___ THE DATA ___
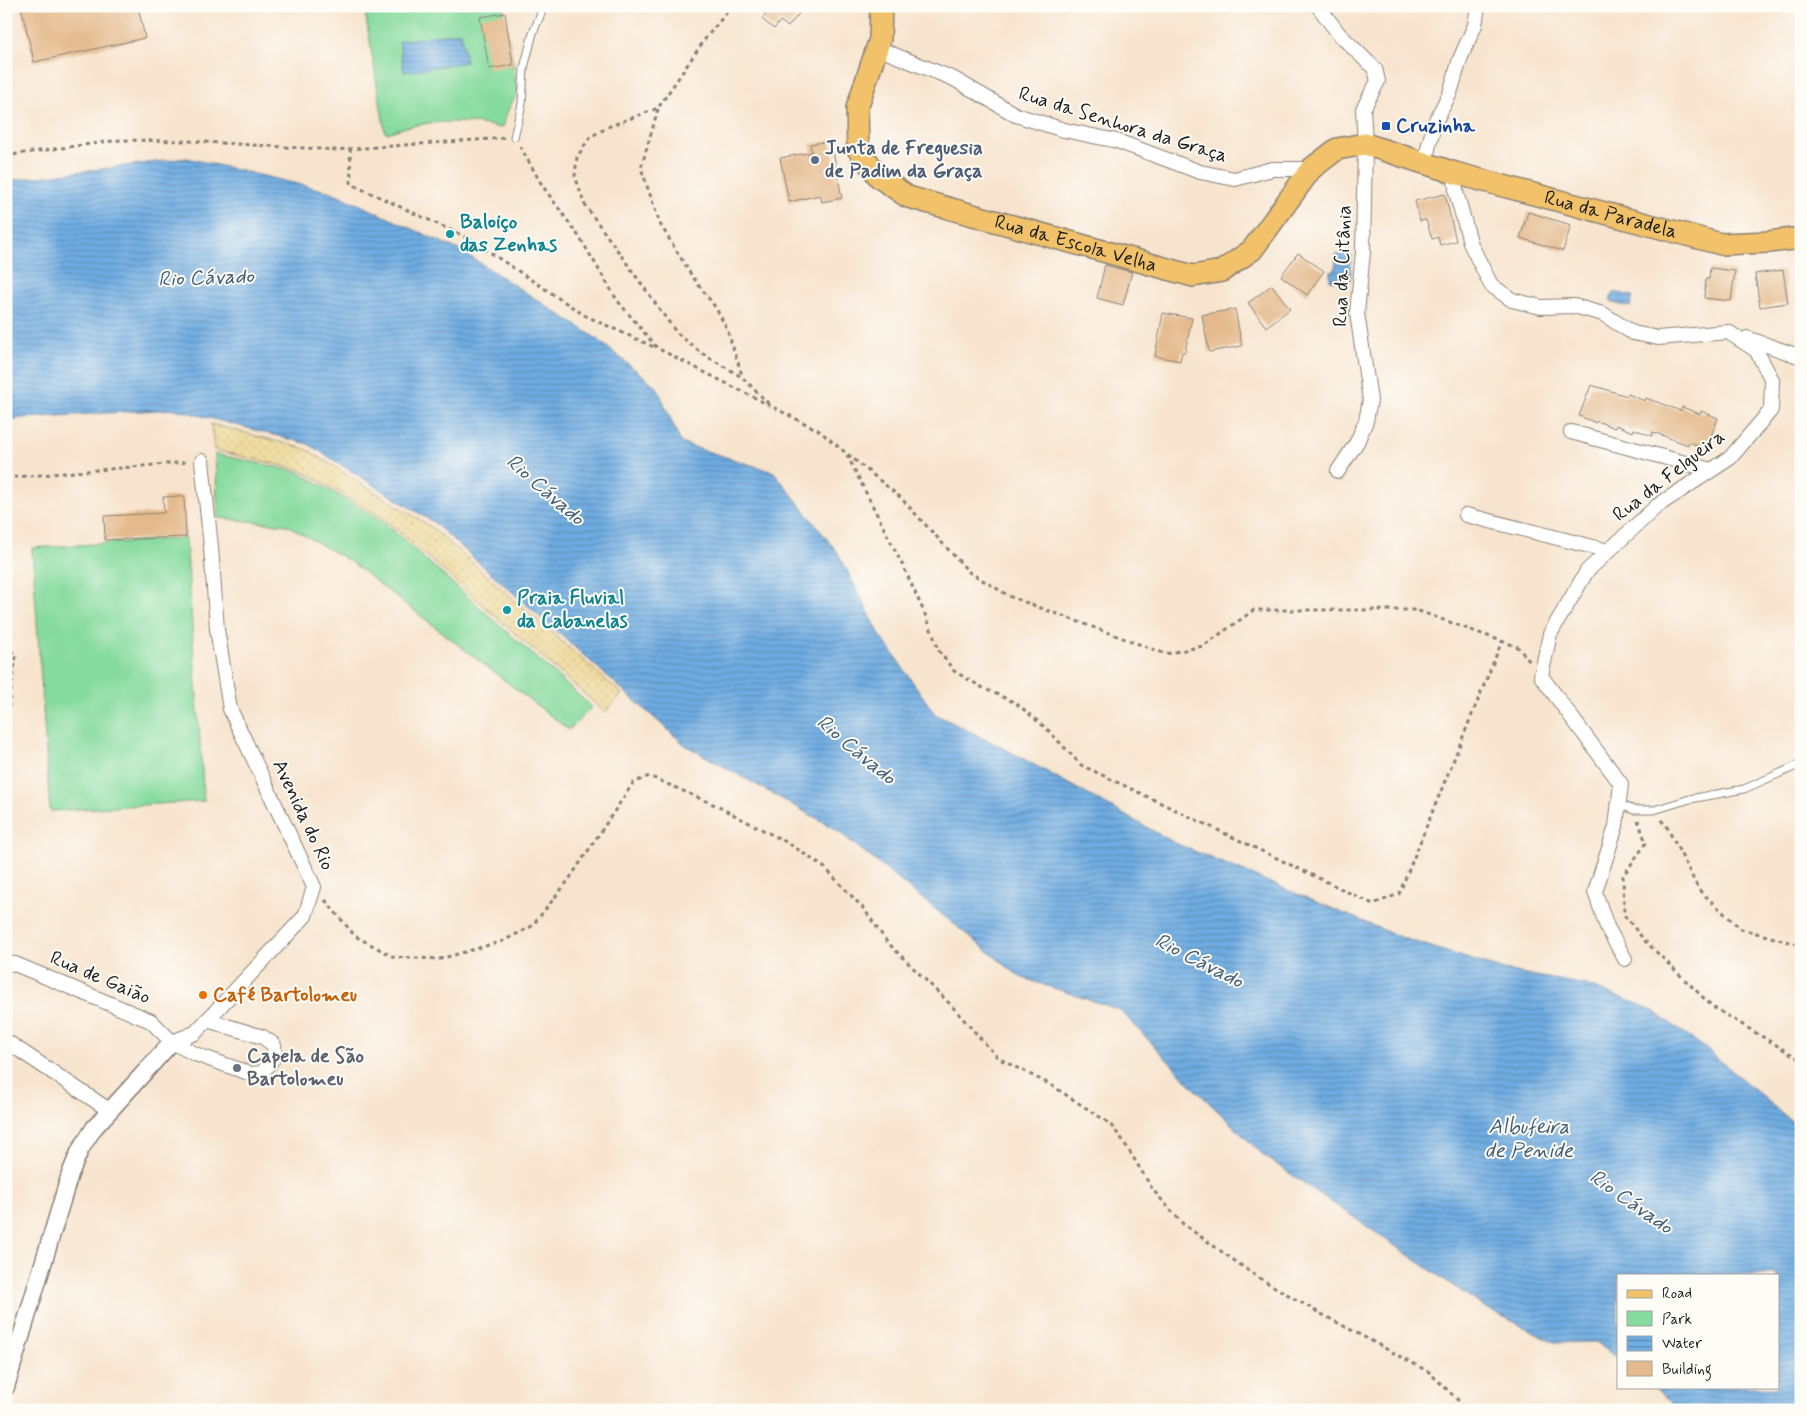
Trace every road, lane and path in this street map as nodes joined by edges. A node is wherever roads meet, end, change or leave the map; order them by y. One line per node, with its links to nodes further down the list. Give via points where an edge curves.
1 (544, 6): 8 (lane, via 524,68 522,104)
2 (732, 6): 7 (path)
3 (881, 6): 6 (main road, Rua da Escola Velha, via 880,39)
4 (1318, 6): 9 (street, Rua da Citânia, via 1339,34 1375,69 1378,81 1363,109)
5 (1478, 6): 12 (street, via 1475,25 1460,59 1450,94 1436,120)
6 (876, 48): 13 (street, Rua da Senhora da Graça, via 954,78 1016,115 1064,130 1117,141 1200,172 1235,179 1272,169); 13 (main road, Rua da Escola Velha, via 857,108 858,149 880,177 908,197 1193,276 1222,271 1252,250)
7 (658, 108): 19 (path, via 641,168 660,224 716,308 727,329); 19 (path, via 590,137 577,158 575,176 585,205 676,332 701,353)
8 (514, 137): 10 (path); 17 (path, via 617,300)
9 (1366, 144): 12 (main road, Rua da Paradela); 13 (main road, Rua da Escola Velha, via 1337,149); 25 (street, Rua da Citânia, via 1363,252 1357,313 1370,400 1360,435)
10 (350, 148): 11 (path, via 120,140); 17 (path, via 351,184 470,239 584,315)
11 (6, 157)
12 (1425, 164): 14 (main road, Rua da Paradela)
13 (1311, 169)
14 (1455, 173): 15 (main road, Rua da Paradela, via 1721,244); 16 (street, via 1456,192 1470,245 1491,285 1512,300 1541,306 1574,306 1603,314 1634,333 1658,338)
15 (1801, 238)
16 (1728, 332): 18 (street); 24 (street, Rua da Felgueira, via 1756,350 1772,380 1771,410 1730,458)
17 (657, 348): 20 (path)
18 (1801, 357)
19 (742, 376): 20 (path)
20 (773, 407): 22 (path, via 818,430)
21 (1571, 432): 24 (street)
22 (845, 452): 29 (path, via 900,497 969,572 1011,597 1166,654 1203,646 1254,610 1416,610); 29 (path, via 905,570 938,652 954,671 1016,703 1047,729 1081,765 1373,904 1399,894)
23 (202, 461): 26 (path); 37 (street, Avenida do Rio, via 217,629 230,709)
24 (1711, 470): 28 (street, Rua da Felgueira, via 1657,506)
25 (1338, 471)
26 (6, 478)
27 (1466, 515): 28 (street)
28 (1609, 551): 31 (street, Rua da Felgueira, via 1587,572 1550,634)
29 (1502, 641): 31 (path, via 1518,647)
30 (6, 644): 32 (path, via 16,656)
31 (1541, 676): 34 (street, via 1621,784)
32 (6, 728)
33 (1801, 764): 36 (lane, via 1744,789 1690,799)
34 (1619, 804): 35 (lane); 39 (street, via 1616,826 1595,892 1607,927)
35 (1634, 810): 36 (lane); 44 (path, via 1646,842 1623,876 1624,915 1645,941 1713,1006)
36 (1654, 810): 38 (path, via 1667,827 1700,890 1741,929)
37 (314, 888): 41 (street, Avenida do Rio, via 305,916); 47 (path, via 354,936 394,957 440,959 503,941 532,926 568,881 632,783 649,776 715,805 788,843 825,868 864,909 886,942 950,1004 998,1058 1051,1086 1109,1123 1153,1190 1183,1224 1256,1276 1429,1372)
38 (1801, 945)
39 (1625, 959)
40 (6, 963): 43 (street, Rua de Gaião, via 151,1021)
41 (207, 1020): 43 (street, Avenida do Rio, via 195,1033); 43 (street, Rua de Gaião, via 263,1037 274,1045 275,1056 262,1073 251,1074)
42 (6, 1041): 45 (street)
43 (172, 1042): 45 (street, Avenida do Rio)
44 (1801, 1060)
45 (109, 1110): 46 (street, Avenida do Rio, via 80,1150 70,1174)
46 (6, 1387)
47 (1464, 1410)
___
ASSIGNMENT:
For this exercise, retype the data above exactly and skip every image.

EXERCISE ANSWER:
Trace every road, lane and path in this street map as nodes joined by edges. A node is wherever roads meet, end, change or leave the map; order them by y. One line per node, with its links to nodes further down the list. Give via points where an edge curves.
1 (544, 6): 8 (lane, via 524,68 522,104)
2 (732, 6): 7 (path)
3 (881, 6): 6 (main road, Rua da Escola Velha, via 880,39)
4 (1318, 6): 9 (street, Rua da Citânia, via 1339,34 1375,69 1378,81 1363,109)
5 (1478, 6): 12 (street, via 1475,25 1460,59 1450,94 1436,120)
6 (876, 48): 13 (street, Rua da Senhora da Graça, via 954,78 1016,115 1064,130 1117,141 1200,172 1235,179 1272,169); 13 (main road, Rua da Escola Velha, via 857,108 858,149 880,177 908,197 1193,276 1222,271 1252,250)
7 (658, 108): 19 (path, via 641,168 660,224 716,308 727,329); 19 (path, via 590,137 577,158 575,176 585,205 676,332 701,353)
8 (514, 137): 10 (path); 17 (path, via 617,300)
9 (1366, 144): 12 (main road, Rua da Paradela); 13 (main road, Rua da Escola Velha, via 1337,149); 25 (street, Rua da Citânia, via 1363,252 1357,313 1370,400 1360,435)
10 (350, 148): 11 (path, via 120,140); 17 (path, via 351,184 470,239 584,315)
11 (6, 157)
12 (1425, 164): 14 (main road, Rua da Paradela)
13 (1311, 169)
14 (1455, 173): 15 (main road, Rua da Paradela, via 1721,244); 16 (street, via 1456,192 1470,245 1491,285 1512,300 1541,306 1574,306 1603,314 1634,333 1658,338)
15 (1801, 238)
16 (1728, 332): 18 (street); 24 (street, Rua da Felgueira, via 1756,350 1772,380 1771,410 1730,458)
17 (657, 348): 20 (path)
18 (1801, 357)
19 (742, 376): 20 (path)
20 (773, 407): 22 (path, via 818,430)
21 (1571, 432): 24 (street)
22 (845, 452): 29 (path, via 900,497 969,572 1011,597 1166,654 1203,646 1254,610 1416,610); 29 (path, via 905,570 938,652 954,671 1016,703 1047,729 1081,765 1373,904 1399,894)
23 (202, 461): 26 (path); 37 (street, Avenida do Rio, via 217,629 230,709)
24 (1711, 470): 28 (street, Rua da Felgueira, via 1657,506)
25 (1338, 471)
26 (6, 478)
27 (1466, 515): 28 (street)
28 (1609, 551): 31 (street, Rua da Felgueira, via 1587,572 1550,634)
29 (1502, 641): 31 (path, via 1518,647)
30 (6, 644): 32 (path, via 16,656)
31 (1541, 676): 34 (street, via 1621,784)
32 (6, 728)
33 (1801, 764): 36 (lane, via 1744,789 1690,799)
34 (1619, 804): 35 (lane); 39 (street, via 1616,826 1595,892 1607,927)
35 (1634, 810): 36 (lane); 44 (path, via 1646,842 1623,876 1624,915 1645,941 1713,1006)
36 (1654, 810): 38 (path, via 1667,827 1700,890 1741,929)
37 (314, 888): 41 (street, Avenida do Rio, via 305,916); 47 (path, via 354,936 394,957 440,959 503,941 532,926 568,881 632,783 649,776 715,805 788,843 825,868 864,909 886,942 950,1004 998,1058 1051,1086 1109,1123 1153,1190 1183,1224 1256,1276 1429,1372)
38 (1801, 945)
39 (1625, 959)
40 (6, 963): 43 (street, Rua de Gaião, via 151,1021)
41 (207, 1020): 43 (street, Avenida do Rio, via 195,1033); 43 (street, Rua de Gaião, via 263,1037 274,1045 275,1056 262,1073 251,1074)
42 (6, 1041): 45 (street)
43 (172, 1042): 45 (street, Avenida do Rio)
44 (1801, 1060)
45 (109, 1110): 46 (street, Avenida do Rio, via 80,1150 70,1174)
46 (6, 1387)
47 (1464, 1410)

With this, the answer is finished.